Don't go to college. Find another way.

I would tell myself not to have sex with my girlfriend until we got married. It just creates a myriad of problems that were/are rather difficult to deal with.

She likes you, and if you don't do something about it now she's going to go out with someone else and you'll spend the rest of your days kicking yourself over it.

Don't be so damn awkward! Don't be afraid to talk to people, but when you do talk to people, THINK ABOUT WHAT YOU'RE GOING TO SAY FIRST!

The first thing they learn about you shouldn't be what kind of porn you look at. (For the love of god, don't ask...)

Also the way you dress and style your hair is stupid. Change it. Change it ALL!

Do more drugs, drink more and fuck around with girls more often. You'll regret having been so stuck up in Highschool. AND BE HONEST ABOUT WHAT KINDA MUSIC YOU LISTEN TO!
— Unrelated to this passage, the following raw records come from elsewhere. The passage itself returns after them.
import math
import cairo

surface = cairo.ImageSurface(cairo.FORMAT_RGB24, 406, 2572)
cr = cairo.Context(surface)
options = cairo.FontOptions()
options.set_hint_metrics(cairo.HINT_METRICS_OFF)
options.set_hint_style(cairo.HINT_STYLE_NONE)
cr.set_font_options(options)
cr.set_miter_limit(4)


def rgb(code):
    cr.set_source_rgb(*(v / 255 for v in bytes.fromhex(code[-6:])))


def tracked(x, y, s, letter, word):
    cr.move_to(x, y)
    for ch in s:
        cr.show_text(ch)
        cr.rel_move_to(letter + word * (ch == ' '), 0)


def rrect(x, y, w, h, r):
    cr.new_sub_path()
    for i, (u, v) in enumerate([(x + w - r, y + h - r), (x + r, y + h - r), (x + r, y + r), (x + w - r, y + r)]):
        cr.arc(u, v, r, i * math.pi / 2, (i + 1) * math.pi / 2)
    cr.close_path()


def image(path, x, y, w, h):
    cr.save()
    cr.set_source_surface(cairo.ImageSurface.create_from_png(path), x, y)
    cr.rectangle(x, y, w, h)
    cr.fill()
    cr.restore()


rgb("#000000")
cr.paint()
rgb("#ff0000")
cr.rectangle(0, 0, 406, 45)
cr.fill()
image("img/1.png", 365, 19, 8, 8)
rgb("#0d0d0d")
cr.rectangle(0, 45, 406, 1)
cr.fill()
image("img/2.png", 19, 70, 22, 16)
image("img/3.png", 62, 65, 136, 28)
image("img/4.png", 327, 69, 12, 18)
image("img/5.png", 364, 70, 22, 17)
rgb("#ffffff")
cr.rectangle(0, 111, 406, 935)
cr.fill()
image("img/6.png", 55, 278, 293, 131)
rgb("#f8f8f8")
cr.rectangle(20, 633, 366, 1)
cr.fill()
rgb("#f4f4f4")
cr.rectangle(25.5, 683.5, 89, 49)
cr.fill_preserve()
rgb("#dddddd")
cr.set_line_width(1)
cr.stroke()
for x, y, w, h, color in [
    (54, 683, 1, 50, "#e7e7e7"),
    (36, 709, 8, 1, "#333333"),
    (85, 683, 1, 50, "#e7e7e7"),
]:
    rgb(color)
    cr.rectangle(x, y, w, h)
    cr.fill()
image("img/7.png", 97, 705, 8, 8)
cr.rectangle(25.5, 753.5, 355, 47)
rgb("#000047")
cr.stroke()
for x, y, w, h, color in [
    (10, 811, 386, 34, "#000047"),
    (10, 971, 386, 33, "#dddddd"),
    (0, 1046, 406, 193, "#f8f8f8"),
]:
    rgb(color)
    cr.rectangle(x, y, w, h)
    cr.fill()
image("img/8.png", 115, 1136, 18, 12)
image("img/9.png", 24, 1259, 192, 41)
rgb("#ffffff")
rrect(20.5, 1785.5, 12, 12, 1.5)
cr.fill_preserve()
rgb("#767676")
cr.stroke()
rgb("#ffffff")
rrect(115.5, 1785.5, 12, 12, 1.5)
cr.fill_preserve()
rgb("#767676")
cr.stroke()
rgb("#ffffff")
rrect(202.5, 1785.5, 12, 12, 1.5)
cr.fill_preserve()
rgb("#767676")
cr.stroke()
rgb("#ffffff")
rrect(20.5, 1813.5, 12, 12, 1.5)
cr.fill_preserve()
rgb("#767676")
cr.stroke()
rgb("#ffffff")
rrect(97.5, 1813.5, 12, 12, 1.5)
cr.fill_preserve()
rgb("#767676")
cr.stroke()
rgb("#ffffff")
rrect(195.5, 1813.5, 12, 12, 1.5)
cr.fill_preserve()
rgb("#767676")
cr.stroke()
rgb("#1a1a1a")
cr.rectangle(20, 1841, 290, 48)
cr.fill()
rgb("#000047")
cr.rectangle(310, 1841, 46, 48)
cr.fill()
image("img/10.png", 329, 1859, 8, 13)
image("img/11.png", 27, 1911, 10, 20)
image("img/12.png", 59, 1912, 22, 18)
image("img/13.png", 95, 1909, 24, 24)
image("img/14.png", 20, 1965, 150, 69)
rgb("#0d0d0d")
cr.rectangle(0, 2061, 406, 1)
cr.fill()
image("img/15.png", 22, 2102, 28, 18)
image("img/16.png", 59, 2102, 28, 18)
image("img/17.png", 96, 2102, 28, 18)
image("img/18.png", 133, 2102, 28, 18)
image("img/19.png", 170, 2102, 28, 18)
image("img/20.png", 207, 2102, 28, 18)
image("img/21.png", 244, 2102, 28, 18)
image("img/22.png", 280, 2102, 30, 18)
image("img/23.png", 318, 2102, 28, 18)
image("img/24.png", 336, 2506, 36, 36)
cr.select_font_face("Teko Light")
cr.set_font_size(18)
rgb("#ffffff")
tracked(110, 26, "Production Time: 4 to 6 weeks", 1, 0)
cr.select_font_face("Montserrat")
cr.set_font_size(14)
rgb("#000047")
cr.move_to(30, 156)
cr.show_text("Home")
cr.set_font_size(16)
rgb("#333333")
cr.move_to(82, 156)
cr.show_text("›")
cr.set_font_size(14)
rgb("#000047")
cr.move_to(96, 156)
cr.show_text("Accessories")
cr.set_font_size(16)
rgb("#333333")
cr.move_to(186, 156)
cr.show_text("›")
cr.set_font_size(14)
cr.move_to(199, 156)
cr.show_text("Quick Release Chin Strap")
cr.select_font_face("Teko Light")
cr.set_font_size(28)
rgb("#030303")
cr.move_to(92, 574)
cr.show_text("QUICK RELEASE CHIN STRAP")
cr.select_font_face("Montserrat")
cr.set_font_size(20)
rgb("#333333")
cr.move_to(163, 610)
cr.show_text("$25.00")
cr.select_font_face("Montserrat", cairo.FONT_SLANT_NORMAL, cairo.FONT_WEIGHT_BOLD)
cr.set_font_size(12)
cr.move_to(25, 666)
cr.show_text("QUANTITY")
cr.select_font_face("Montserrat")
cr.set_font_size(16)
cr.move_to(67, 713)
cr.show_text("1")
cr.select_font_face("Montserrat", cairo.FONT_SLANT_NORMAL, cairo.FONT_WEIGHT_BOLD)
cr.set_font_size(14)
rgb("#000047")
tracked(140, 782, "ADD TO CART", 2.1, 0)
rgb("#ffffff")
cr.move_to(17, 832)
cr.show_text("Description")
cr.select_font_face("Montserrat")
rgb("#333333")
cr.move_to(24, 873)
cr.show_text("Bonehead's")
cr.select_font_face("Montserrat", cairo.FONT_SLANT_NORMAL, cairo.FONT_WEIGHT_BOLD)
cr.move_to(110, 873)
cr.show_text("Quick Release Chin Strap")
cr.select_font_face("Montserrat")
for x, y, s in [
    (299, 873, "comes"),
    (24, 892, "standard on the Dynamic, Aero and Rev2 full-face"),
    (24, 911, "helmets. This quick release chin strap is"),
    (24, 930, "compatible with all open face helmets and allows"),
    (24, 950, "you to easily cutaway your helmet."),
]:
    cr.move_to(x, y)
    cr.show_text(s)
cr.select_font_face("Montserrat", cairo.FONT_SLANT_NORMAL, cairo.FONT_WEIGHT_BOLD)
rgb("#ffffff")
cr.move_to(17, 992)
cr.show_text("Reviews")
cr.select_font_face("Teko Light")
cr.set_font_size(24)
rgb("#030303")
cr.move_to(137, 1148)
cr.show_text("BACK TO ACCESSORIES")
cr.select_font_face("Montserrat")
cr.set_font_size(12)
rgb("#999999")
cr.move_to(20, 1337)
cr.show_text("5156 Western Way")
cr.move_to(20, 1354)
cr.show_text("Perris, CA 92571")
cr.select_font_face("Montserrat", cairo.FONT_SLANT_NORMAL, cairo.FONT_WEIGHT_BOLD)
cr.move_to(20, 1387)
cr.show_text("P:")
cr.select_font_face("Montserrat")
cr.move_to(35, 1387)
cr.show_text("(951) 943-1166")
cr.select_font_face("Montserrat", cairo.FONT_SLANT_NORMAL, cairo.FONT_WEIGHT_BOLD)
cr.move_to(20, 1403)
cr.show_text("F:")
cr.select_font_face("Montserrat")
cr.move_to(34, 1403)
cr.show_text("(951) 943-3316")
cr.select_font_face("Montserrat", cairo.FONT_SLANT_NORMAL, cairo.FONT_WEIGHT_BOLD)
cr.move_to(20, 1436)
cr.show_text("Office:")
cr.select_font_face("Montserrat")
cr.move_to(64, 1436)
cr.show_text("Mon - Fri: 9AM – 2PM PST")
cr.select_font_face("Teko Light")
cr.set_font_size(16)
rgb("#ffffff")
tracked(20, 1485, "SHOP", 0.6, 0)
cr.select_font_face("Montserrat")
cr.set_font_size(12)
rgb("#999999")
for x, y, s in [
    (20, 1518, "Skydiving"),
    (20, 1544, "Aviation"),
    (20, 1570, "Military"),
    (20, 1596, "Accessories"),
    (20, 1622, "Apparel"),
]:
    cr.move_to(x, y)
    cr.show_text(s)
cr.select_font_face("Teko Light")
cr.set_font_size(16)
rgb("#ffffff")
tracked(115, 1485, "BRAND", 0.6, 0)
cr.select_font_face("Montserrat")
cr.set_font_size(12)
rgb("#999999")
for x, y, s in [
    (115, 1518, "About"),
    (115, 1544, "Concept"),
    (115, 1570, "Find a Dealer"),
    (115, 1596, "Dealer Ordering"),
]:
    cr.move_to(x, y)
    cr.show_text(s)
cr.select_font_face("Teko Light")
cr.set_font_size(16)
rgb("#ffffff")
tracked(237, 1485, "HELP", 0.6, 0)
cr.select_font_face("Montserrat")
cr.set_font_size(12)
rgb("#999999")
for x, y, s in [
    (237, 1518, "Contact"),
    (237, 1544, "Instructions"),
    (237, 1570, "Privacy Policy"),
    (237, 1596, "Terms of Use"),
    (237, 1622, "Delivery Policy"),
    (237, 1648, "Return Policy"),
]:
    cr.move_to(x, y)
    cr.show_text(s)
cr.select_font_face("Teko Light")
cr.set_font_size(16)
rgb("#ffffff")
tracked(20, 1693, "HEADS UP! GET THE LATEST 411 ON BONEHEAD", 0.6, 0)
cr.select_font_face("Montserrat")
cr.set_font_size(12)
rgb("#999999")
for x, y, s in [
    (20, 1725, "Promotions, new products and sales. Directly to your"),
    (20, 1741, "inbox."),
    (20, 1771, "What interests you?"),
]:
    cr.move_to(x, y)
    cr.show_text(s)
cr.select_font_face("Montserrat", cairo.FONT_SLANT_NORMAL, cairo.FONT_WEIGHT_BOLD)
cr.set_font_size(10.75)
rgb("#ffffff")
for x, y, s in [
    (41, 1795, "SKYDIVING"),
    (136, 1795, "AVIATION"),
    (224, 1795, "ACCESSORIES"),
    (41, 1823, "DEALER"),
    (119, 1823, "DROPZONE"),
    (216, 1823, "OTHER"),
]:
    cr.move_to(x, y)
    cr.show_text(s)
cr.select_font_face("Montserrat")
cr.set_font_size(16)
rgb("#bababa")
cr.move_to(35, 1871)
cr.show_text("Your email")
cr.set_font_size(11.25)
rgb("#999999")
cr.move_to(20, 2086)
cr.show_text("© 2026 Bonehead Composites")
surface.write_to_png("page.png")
You're not a piece of shit, and anyone who tells you that you are is not your friend.

Mess up my clothes and make my self really dirty. Then come back screaming "YOU'VE GOT TO FUCKING STOP THEM THEY KILL EVERYONE" Then return. Wonder how much that would fuck me up.

It's okay, you'll be fine.

That's it.

I'd tell him to take that acceptance letter from Yale and run with it. There's plenty financial aid to be had and worse things can happen to you than a little culture shock and a good bit of distance from home. Also, keep your back straight when dead lifting and/or drive blocking(the two ways I broke my back)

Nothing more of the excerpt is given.